The students at Jean Calvin Seminary in Aix-en-Provence are preparing to preach and exhibit the Christian message in a particular context. It was ever thus. While the message is the same, from the eternal Word, the context may vary, in a changing world. Often we are unaware of the contours of our context.
The study of history is one valuable way that helps us better understand the present features of France. While this country shares many features with the West, it also has its own, unique history. A recent book, Les grandes décisions de l’histoire de France, comprises twenty chapters describing defining episodes in the making of modern France. They include Charlemagne’s coronation (800), the Saint Bartholomew’s Day Massacre (1572), the execution of Louis XVI in the aftermath of the French Revolution (1793), and then a series of attempts to reestablish the monarchy.
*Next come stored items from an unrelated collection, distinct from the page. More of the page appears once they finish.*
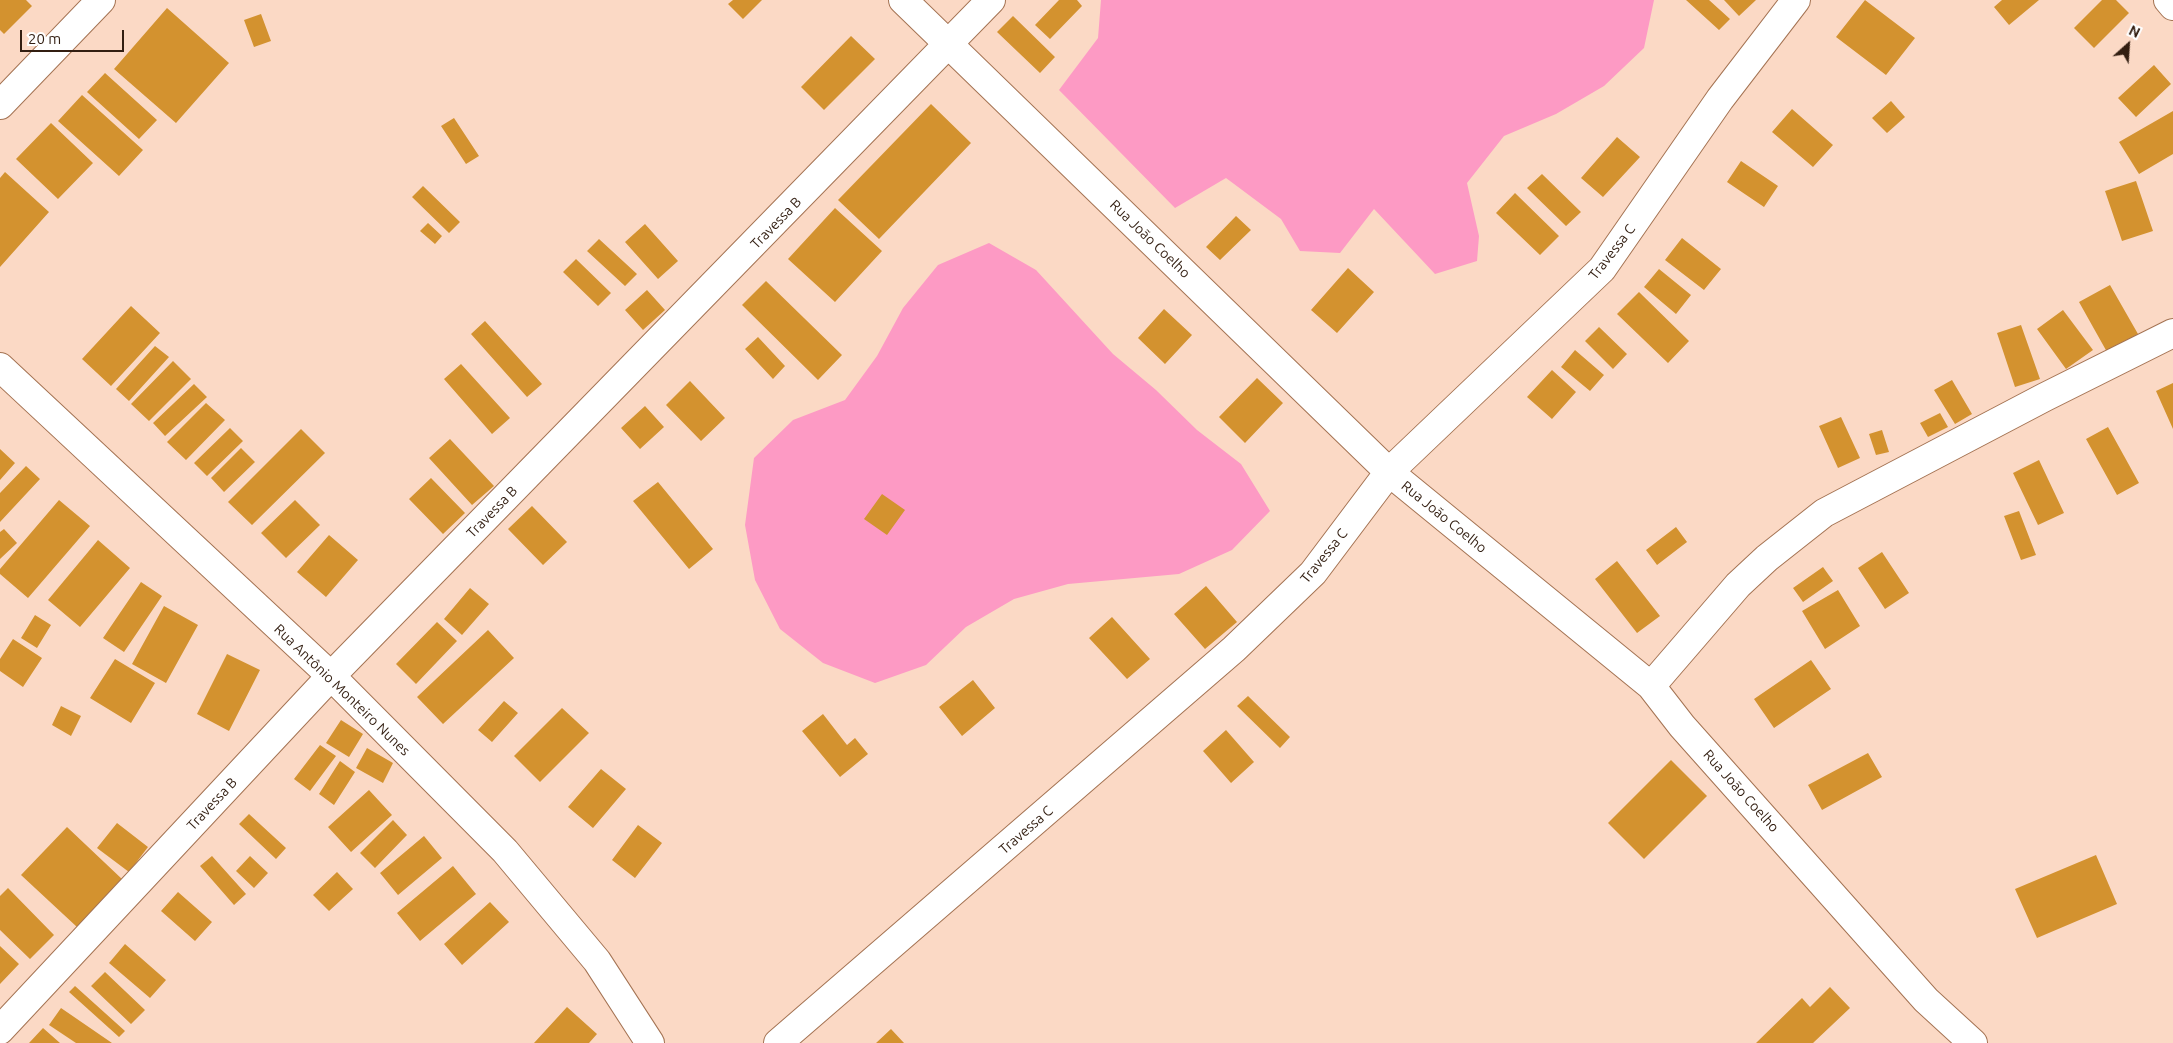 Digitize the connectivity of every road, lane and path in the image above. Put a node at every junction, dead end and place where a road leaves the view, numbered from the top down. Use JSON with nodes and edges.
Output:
{"nodes":[{"id":1,"x":101,"y":0,"type":"edge"},
{"id":2,"x":903,"y":0,"type":"edge"},
{"id":3,"x":991,"y":0,"type":"edge"},
{"id":4,"x":1796,"y":0,"type":"edge"},
{"id":5,"x":2168,"y":0,"type":"edge"},
{"id":6,"x":2173,"y":6,"type":"edge"},
{"id":7,"x":950,"y":44,"type":"junction"},
{"id":8,"x":0,"y":105,"type":"edge"},
{"id":9,"x":2173,"y":333,"type":"edge"},
{"id":10,"x":0,"y":367,"type":"edge"},
{"id":11,"x":1389,"y":472,"type":"junction"},
{"id":12,"x":331,"y":676,"type":"junction"},
{"id":13,"x":1651,"y":686,"type":"junction"},
{"id":14,"x":0,"y":1030,"type":"edge"},
{"id":15,"x":650,"y":1043,"type":"edge"},
{"id":16,"x":778,"y":1043,"type":"edge"},
{"id":17,"x":1973,"y":1043,"type":"edge"}],
"edges":[{"from":1,"to":8,"type":"street"},
{"from":2,"to":7,"type":"street","name":"Rua João Coelho"},
{"from":3,"to":7,"type":"street","name":"Travessa B"},
{"from":4,"to":11,"type":"street","name":"Travessa C"},
{"from":5,"to":6,"type":"street"},
{"from":7,"to":11,"type":"street","name":"Rua João Coelho"},
{"from":7,"to":12,"type":"street","name":"Travessa B"},
{"from":9,"to":13,"type":"street"},
{"from":10,"to":12,"type":"street","name":"Rua Antônio Monteiro Nunes"},
{"from":11,"to":13,"type":"street","name":"Rua João Coelho"},
{"from":11,"to":16,"type":"street","name":"Travessa C"},
{"from":12,"to":14,"type":"street","name":"Travessa B"},
{"from":12,"to":15,"type":"street","name":"Rua Antônio Monteiro Nunes"},
{"from":13,"to":17,"type":"street","name":"Rua João Coelho"}]}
Of special concern for understanding our own day are the separation of church and state (1905), and France’s leadership in the European Economic Community (1988ff). Laïcité (the lay state) as it is known forms a major cultural backdrop for the manner in which Christians try to persuade the present generation. The battle in the early twentieth century was between anti-clericals and a (largely) Roman Catholic establishment. One ironic result is that while few people wish for the authority of the institutional church to return, nevertheless French people expect the state to provide for their needs. Because the state is not qualified to provide spiritual nurture, people seek it elsewhere. But they often pursue it in alternative religions or even New Age faith. The same is true for the “rule” of the Eurozone. While this economic community brings with it many conveniences, it has not real foundation in anything but pragmatism, coupled with rhetoric about human community. It carries no transcendent meaning.
This proves to be both a challenging environment and a welcoming one for the gospel of Jesus Christ our students proclaim, a way to live a meaningful life within empty institutions.